1.3 Exclusive Services. Executive agrees to devote his full time, attention, and energy to performing his duties and responsibilities to the Company under this Agreement during the period that this Agreement is in effect. Notwithstanding the foregoing, the Executive may (i) serve on the boards of directors or equivalent bodies of nonprofit organizations and business entities, (ii) undertake outside speaking and writing engagements not related to the Company’s business, and (iii) continue to engage in private investment activities, in each case provided that none of the foregoing activities materially interferes with the performance of the Executive’s duties hereunder or creates a potential business conflict or the appearance thereof. The Company hereby acknowledges that the Executive shall be entitled to continue serving as a member of the board of directors of Firstmark Corporation provided that such service does not, in the future, materially interfere with the performance of the Executive’s duties hereunder or create a potential business conflict or the appearance thereof. The Executive shall be entitled to retain any compensation received on account of services rendered in accordance with this Section.
II. | Compensation, Equity Ownership, Benefits, and Perquisites. |
2.1 Salary. During the term of this Agreement, the Company shall continue to pay Executive a salary at the annual rate of $380,786. The salary shall be payable in accordance with the Company’s standard payroll policy. Executive’s salary shall be increased only by formal action of the Company’s Compensation Committee and Board of Directors. The salary shall be reviewed by the Compensation Committee on an annual basis.
2.2 Vacations. Executive shall be entitled to four (4) weeks of paid vacation per year.

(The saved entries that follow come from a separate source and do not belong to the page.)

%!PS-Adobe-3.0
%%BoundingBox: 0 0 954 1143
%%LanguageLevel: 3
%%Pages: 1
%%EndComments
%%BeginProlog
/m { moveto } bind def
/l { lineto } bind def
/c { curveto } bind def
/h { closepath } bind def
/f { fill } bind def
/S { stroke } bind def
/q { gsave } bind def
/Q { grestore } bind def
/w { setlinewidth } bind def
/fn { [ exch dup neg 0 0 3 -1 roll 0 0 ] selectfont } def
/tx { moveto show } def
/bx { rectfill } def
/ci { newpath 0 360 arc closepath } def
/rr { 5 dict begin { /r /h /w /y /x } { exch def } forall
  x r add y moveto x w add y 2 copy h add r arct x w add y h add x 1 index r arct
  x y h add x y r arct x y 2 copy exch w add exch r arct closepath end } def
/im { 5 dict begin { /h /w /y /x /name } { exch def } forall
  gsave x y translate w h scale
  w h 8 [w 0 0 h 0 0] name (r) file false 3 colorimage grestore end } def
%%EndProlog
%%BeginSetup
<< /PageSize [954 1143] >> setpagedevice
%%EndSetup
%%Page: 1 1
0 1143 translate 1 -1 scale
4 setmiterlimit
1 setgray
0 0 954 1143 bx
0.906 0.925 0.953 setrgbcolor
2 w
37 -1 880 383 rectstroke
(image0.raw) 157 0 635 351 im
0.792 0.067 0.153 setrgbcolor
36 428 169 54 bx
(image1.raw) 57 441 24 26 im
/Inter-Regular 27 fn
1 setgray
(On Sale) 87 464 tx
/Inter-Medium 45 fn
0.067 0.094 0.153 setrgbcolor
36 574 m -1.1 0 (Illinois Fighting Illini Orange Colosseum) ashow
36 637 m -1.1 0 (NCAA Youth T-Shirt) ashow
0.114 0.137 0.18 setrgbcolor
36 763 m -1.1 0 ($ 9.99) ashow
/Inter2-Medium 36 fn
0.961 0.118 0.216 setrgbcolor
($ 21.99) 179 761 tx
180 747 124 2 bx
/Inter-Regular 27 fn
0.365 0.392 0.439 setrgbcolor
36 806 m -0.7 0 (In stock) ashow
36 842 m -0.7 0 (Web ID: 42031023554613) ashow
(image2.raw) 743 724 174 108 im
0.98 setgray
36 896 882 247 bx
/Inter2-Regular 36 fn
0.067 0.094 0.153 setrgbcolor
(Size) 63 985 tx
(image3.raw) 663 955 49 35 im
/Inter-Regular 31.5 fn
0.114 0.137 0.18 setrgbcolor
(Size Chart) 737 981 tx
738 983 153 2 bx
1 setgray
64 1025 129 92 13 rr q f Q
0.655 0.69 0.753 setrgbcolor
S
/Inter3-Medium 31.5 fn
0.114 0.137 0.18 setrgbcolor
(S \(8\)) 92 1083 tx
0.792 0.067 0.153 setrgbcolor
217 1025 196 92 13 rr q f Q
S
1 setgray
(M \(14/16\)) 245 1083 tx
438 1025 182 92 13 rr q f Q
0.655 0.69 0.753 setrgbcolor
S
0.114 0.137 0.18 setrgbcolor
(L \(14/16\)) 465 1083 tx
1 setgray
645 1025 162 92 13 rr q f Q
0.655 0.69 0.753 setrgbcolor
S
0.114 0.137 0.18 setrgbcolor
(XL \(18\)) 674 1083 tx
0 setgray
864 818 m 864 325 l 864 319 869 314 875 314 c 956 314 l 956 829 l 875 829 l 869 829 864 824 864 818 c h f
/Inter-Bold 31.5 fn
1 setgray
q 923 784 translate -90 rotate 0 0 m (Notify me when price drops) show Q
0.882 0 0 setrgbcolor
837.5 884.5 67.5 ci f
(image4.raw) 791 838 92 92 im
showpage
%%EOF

2.3 Bonuses. Bonuses shall be determined by the Compensation Committee. The target bonus which shall serve as a guidepost for the committee will be 100% of salary. Executive’s cash bonuses shall be payable within 30 days following the issuance of the year end audit by the Company’s outside auditing firm, but in no event later than 2½ months following the end of the year for which the bonus is earned. The Committee may also consider bonuses in the form of restricted stock or options. All bonuses including cash, restricted stock and stock options shall be subject to the approval of the Board of Directors
2.4 Employee Benefits. Executive shall be entitled to the benefits and perquisites which the Company generally provides to its other executive employees under the applicable Company plans and policies. Executive’s participation in such benefit plans shall be on the same basis as applies to other executive employees of the Company and subject to the terms of applicable law, plan documents, and insurance policies.
2.5 Employment Taxes and Withholding. Executive recognizes that the compensation, benefits, and other amounts provided by the Company under this Agreement may be subject to federal, state, or local income taxes. All such taxes shall be the responsibility of the Executive. To the extent that federal, state, or local law requires withholding of taxes on compensation, benefits, or other amounts provided under this Agreement, the Company shall withhold the necessary amounts from the amounts payable to Executive under this Agreement.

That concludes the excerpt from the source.